Summary: The story of Jesus’ last week with a little poetic license from the Triumphal entry to the Crucifixion and burial. Tragedy to Triumph will complete the Story in a second sermon.
Triumph to Tragedy
Luke 19:33-38, "And as they were loosing the colt, the owners thereof said unto them, Why loose ye the colt? And they said, The Lord hath need of him. And they brought him to Jesus: and they cast their garments upon the colt, and they set Jesus thereon. And as he went, they spread their clothes in the way. And when he was come nigh, even now at the descent of the mount of Olives, the whole multitude of the disciples began to rejoice and praise God with a loud voice for all the mighty works that they had seen; Saying, Blessed be the King that cometh in the name of the Lord: peace in heaven, and glory in the highest."
Last Sunday was observed throughout the Christian world as Palm Sunday in remembrance of the events of the verses that we have just read.
It was Passover time, & Jews from all over the world were crowding into Jerusalem. News had gone out that Jesus was on His way. He had passed through the villages of Bethpage & Bethany on the way to Jerusalem that day. Word had spread rapidly before His arrival and a large crowd of people had gathered to see Him as He rode into town.
Along with those who were standing around the gates and streets of Jerusalem, there where those who traveled along with Jesus and his disciples with Jesus in the lead as He approached the city like a conquering king and hero.
There were those in this crowd who had also accompanied Jesus as he gave the great sermon on the Mount, those who had been healed of leprosy, blindness, lameness and so many other diseases, and there were those who had witnessed His power of bringing the dead back to life. Jews from every city, village and place where Jesus had ministered were there for the Passover and they cheered and bowed before Jesus as he rode into the city.
Waving their palm branches, symbolizing both peace and victory in battle, they were overcome by this one who had done so much for all of them.
Of course, some in the crowds were simply curious. They had heard of Jesus miracles and wanted to see just what this man Jesus looked like. Perhaps he would perform some great miracle for them to see. They were itching for a good time and for some excitement.
Most of the people were shouting "Hosanna! Blessed is He who comes in the name of the Lord! Hosanna to the son of David!" They were praising Him and worshipping Him with all their ability as they recognized Him as King. I am persuaded that many of they really thought that Jesus had come as their delivering Messiah who would use his power to rid Israel of the hated Roman occupational forces and bring Israel’s freedom back.
If only they had only known that Jesus was coming into Jerusalem for a very different reason and a far more eternal purpose.
Mankind has always had the highest of accolades for the man who will take the reigns of leadership and lead people to victory over tyranny.

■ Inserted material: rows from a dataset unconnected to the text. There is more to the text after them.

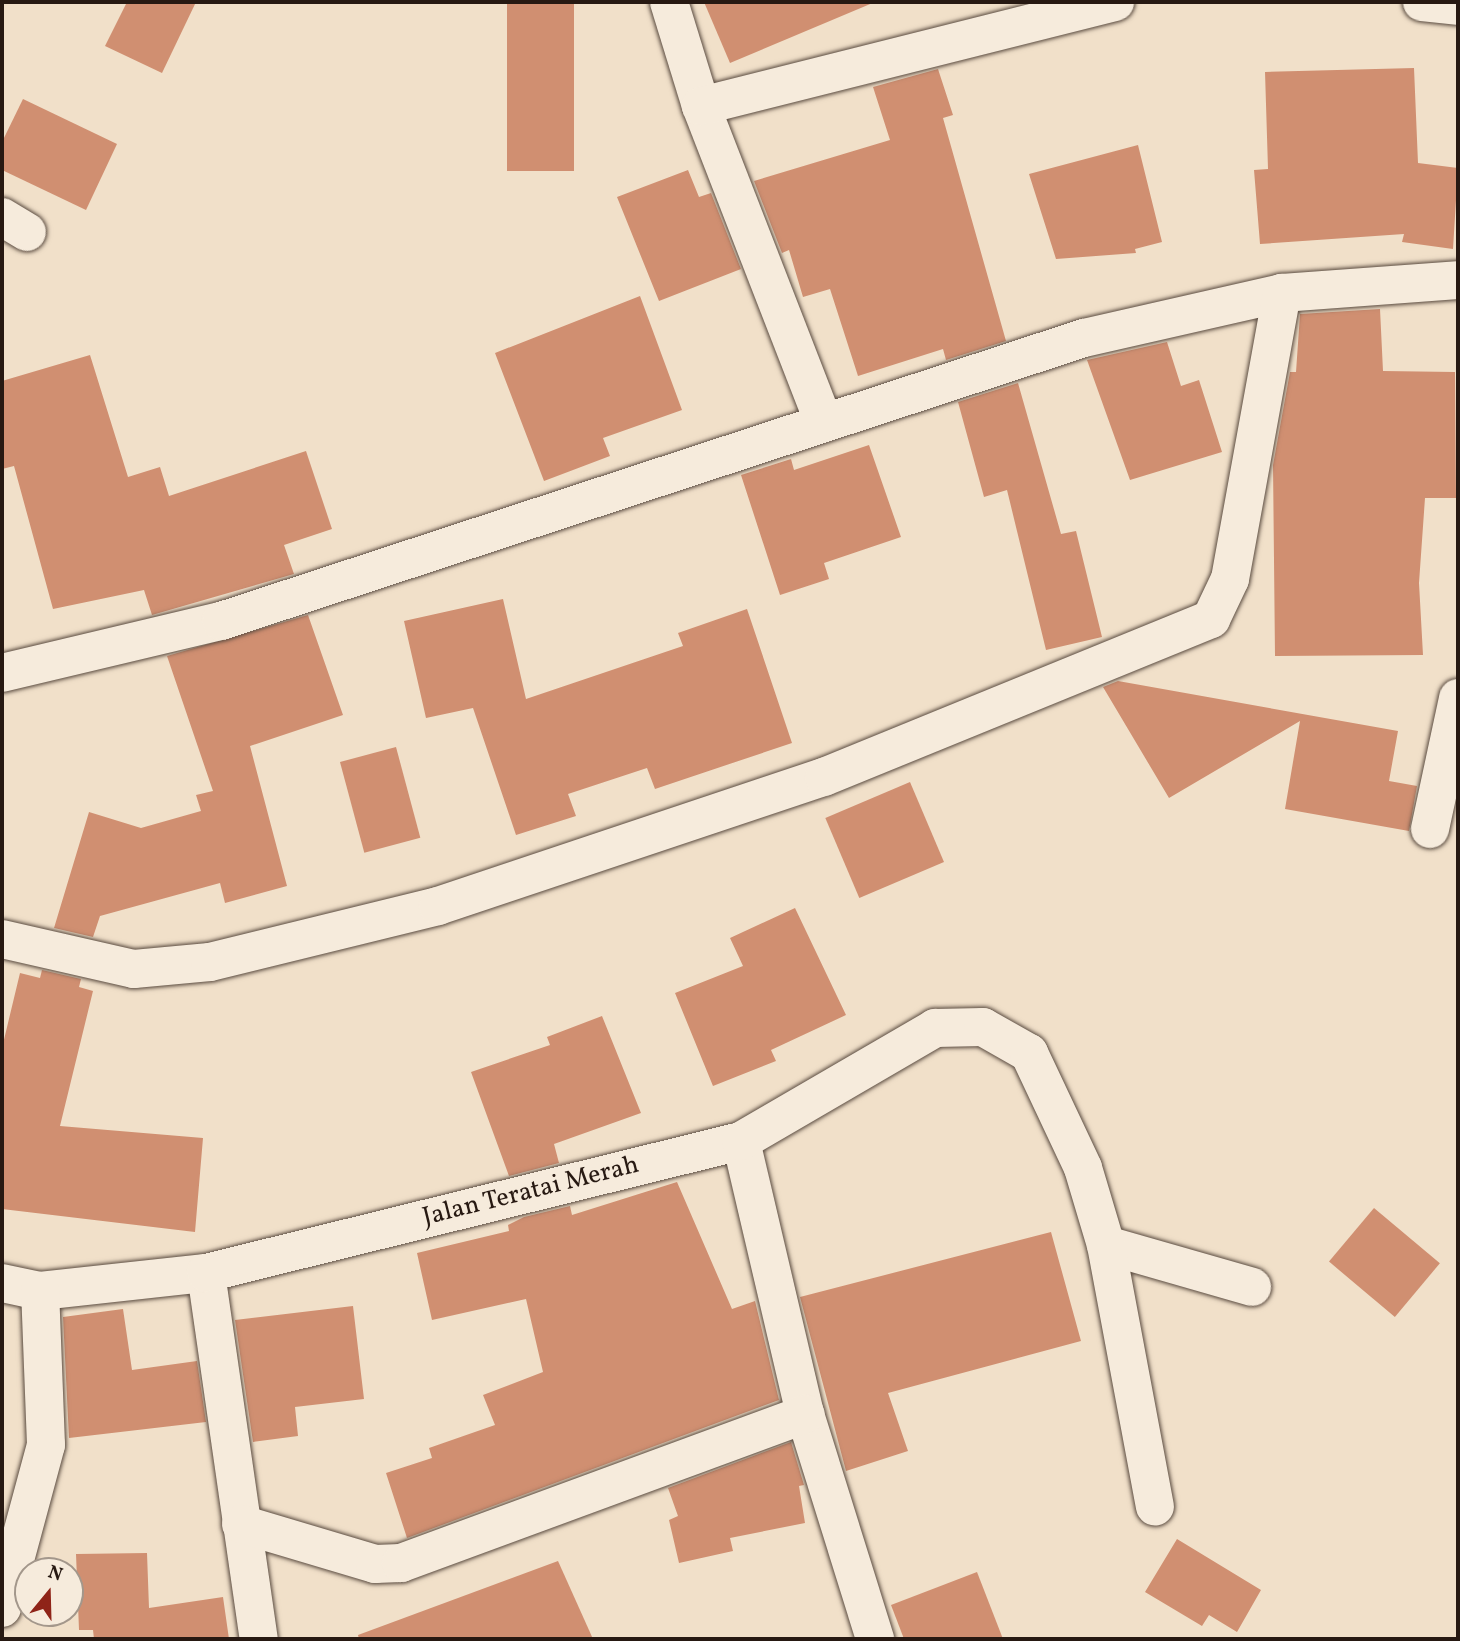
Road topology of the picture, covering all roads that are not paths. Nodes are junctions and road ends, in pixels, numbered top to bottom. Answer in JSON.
{"nodes":[{"id":1,"x":668,"y":2,"type":"edge"},
{"id":2,"x":1115,"y":2,"type":"edge"},
{"id":3,"x":1422,"y":2,"type":"edge"},
{"id":4,"x":1458,"y":6,"type":"edge"},
{"id":5,"x":701,"y":106,"type":"junction"},
{"id":6,"x":1458,"y":280,"type":"edge"},
{"id":7,"x":1282,"y":293,"type":"junction"},
{"id":8,"x":824,"y":423,"type":"junction"},
{"id":9,"x":2,"y":673,"type":"edge"},
{"id":10,"x":1458,"y":698,"type":"edge"},
{"id":11,"x":1430,"y":829,"type":"dead end"},
{"id":12,"x":2,"y":939,"type":"edge"},
{"id":13,"x":741,"y":1141,"type":"junction"},
{"id":14,"x":1106,"y":1245,"type":"junction"},
{"id":15,"x":206,"y":1273,"type":"junction"},
{"id":16,"x":2,"y":1283,"type":"edge"},
{"id":17,"x":1252,"y":1287,"type":"dead end"},
{"id":18,"x":40,"y":1291,"type":"junction"},
{"id":19,"x":805,"y":1414,"type":"junction"},
{"id":20,"x":1156,"y":1506,"type":"dead end"},
{"id":21,"x":241,"y":1524,"type":"junction"},
{"id":22,"x":2,"y":1608,"type":"edge"},
{"id":23,"x":259,"y":1639,"type":"edge"},
{"id":24,"x":875,"y":1639,"type":"edge"}],
"edges":[{"from":1,"to":5,"type":"street"},
{"from":2,"to":5,"type":"street"},
{"from":3,"to":4,"type":"street"},
{"from":5,"to":8,"type":"street"},
{"from":6,"to":7,"type":"street"},
{"from":7,"to":8,"type":"street"},
{"from":7,"to":12,"type":"street"},
{"from":8,"to":9,"type":"street"},
{"from":10,"to":11,"type":"street"},
{"from":13,"to":14,"type":"street","name":"Jalan Teratai Merah"},
{"from":13,"to":15,"type":"street","name":"Jalan Teratai Merah"},
{"from":13,"to":19,"type":"street"},
{"from":14,"to":17,"type":"street"},
{"from":14,"to":20,"type":"street"},
{"from":15,"to":18,"type":"street","name":"Jalan Teratai Merah"},
{"from":15,"to":21,"type":"street"},
{"from":16,"to":18,"type":"street","name":"Jalan Teratai Merah"},
{"from":18,"to":22,"type":"street"},
{"from":19,"to":21,"type":"street"},
{"from":19,"to":24,"type":"street"},
{"from":21,"to":23,"type":"street"}]}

As our armies have returned from victory at the end of the great wars and battles of our American History, they have, for the most part, been welcomed home amid cheers of joy, with ticker tape parades and great ceremony down the streets of our great cities. Men like George Washington, Gen. Douglas McArthur, Gen. Norman Schwarzkopf and others have been welcomed home as conquering heroes of America.
And so it was with Jesus as the Jews looked upon Him with great expectations and hope that the long awaited Messiah had finally come to set them free.
This week in the life of Jesus began with the approval, worship and love of the crowds of Jerusalem but in His heart Jesus knew that this approval of the crowd would not last for long.
Only a few hours before, as He stood upon the hill looking down over the city that He loved so much, and at the nation that He had chosen to bring the Prince of Peace into the world, His heart was heavy with grief for He knew the condition of their heart and the events that would soon come.
Matthew 23:37, "O Jerusalem, Jerusalem, thou that killest the prophets, and stonest them which are sent unto thee, how often would I have gathered thy children together, even as a hen gathereth her chickens under her wings, and ye would not!"
His own disciples had not grasped the thought of what would soon take place. The hope was still alive in them that the crowd was right and that now they would stand beside their hero, Jesus of Nazareth, as he led defeated the Romans and then gave each of them a high position in the new government.